#### WHAT NEEDS TO BE DONE
Your task is to give the data again, exactly, with every line intact.

[[ SUPPLIED INFORMATION open ]]

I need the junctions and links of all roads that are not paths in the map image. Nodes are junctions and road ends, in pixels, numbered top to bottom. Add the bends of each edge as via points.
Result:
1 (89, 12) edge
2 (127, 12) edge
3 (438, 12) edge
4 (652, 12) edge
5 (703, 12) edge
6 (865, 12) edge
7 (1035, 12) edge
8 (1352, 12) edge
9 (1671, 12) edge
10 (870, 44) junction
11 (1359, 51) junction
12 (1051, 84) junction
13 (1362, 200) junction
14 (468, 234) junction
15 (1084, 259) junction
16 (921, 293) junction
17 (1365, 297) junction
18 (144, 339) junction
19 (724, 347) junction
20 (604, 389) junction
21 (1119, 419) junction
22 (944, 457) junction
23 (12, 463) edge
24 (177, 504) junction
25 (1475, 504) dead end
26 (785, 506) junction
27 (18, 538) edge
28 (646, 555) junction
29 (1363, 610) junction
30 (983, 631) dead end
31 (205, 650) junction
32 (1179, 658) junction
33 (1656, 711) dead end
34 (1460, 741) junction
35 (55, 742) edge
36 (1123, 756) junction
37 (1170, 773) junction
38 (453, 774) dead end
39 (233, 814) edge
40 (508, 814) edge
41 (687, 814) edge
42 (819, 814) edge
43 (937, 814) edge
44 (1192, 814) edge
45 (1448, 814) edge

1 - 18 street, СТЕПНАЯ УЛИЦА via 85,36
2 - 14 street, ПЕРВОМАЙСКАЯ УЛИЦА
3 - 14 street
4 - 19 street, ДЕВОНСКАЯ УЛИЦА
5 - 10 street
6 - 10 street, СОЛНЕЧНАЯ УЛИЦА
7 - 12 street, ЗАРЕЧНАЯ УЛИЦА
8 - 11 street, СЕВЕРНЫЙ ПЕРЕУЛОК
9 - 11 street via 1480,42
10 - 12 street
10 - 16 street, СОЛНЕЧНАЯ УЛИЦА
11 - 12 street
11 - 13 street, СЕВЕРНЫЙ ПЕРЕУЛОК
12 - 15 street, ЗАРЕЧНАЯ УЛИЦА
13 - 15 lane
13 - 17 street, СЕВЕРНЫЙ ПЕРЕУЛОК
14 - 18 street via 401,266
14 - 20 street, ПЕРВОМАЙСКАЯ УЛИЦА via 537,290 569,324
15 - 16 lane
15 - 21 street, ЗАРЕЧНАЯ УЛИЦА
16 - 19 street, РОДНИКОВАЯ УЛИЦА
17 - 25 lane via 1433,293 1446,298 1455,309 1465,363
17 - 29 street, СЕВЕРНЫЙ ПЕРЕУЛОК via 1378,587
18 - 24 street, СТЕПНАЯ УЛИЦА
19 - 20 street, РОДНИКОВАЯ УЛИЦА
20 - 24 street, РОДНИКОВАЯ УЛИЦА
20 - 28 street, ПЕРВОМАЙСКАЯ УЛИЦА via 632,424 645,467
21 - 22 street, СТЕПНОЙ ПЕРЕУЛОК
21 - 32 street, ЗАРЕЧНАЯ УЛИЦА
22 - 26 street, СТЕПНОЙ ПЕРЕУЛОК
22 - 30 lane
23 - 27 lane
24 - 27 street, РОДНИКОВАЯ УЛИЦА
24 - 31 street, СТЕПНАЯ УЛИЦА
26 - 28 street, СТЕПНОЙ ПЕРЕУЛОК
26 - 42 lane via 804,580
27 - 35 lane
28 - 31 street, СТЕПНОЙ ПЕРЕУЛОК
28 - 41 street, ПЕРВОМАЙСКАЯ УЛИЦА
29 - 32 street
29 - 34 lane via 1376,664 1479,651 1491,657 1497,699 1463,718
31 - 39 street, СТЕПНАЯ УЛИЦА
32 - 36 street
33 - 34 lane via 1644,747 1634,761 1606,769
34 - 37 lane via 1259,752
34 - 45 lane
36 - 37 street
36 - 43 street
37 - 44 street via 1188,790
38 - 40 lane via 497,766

[[ SUPPLIED INFORMATION closed ]]

#### RESPONSE TO THE TASK
I need the junctions and links of all roads that are not paths in the map image. Nodes are junctions and road ends, in pixels, numbered top to bottom. Add the bends of each edge as via points.
Result:
1 (89, 12) edge
2 (127, 12) edge
3 (438, 12) edge
4 (652, 12) edge
5 (703, 12) edge
6 (865, 12) edge
7 (1035, 12) edge
8 (1352, 12) edge
9 (1671, 12) edge
10 (870, 44) junction
11 (1359, 51) junction
12 (1051, 84) junction
13 (1362, 200) junction
14 (468, 234) junction
15 (1084, 259) junction
16 (921, 293) junction
17 (1365, 297) junction
18 (144, 339) junction
19 (724, 347) junction
20 (604, 389) junction
21 (1119, 419) junction
22 (944, 457) junction
23 (12, 463) edge
24 (177, 504) junction
25 (1475, 504) dead end
26 (785, 506) junction
27 (18, 538) edge
28 (646, 555) junction
29 (1363, 610) junction
30 (983, 631) dead end
31 (205, 650) junction
32 (1179, 658) junction
33 (1656, 711) dead end
34 (1460, 741) junction
35 (55, 742) edge
36 (1123, 756) junction
37 (1170, 773) junction
38 (453, 774) dead end
39 (233, 814) edge
40 (508, 814) edge
41 (687, 814) edge
42 (819, 814) edge
43 (937, 814) edge
44 (1192, 814) edge
45 (1448, 814) edge

1 - 18 street, СТЕПНАЯ УЛИЦА via 85,36
2 - 14 street, ПЕРВОМАЙСКАЯ УЛИЦА
3 - 14 street
4 - 19 street, ДЕВОНСКАЯ УЛИЦА
5 - 10 street
6 - 10 street, СОЛНЕЧНАЯ УЛИЦА
7 - 12 street, ЗАРЕЧНАЯ УЛИЦА
8 - 11 street, СЕВЕРНЫЙ ПЕРЕУЛОК
9 - 11 street via 1480,42
10 - 12 street
10 - 16 street, СОЛНЕЧНАЯ УЛИЦА
11 - 12 street
11 - 13 street, СЕВЕРНЫЙ ПЕРЕУЛОК
12 - 15 street, ЗАРЕЧНАЯ УЛИЦА
13 - 15 lane
13 - 17 street, СЕВЕРНЫЙ ПЕРЕУЛОК
14 - 18 street via 401,266
14 - 20 street, ПЕРВОМАЙСКАЯ УЛИЦА via 537,290 569,324
15 - 16 lane
15 - 21 street, ЗАРЕЧНАЯ УЛИЦА
16 - 19 street, РОДНИКОВАЯ УЛИЦА
17 - 25 lane via 1433,293 1446,298 1455,309 1465,363
17 - 29 street, СЕВЕРНЫЙ ПЕРЕУЛОК via 1378,587
18 - 24 street, СТЕПНАЯ УЛИЦА
19 - 20 street, РОДНИКОВАЯ УЛИЦА
20 - 24 street, РОДНИКОВАЯ УЛИЦА
20 - 28 street, ПЕРВОМАЙСКАЯ УЛИЦА via 632,424 645,467
21 - 22 street, СТЕПНОЙ ПЕРЕУЛОК
21 - 32 street, ЗАРЕЧНАЯ УЛИЦА
22 - 26 street, СТЕПНОЙ ПЕРЕУЛОК
22 - 30 lane
23 - 27 lane
24 - 27 street, РОДНИКОВАЯ УЛИЦА
24 - 31 street, СТЕПНАЯ УЛИЦА
26 - 28 street, СТЕПНОЙ ПЕРЕУЛОК
26 - 42 lane via 804,580
27 - 35 lane
28 - 31 street, СТЕПНОЙ ПЕРЕУЛОК
28 - 41 street, ПЕРВОМАЙСКАЯ УЛИЦА
29 - 32 street
29 - 34 lane via 1376,664 1479,651 1491,657 1497,699 1463,718
31 - 39 street, СТЕПНАЯ УЛИЦА
32 - 36 street
33 - 34 lane via 1644,747 1634,761 1606,769
34 - 37 lane via 1259,752
34 - 45 lane
36 - 37 street
36 - 43 street
37 - 44 street via 1188,790
38 - 40 lane via 497,766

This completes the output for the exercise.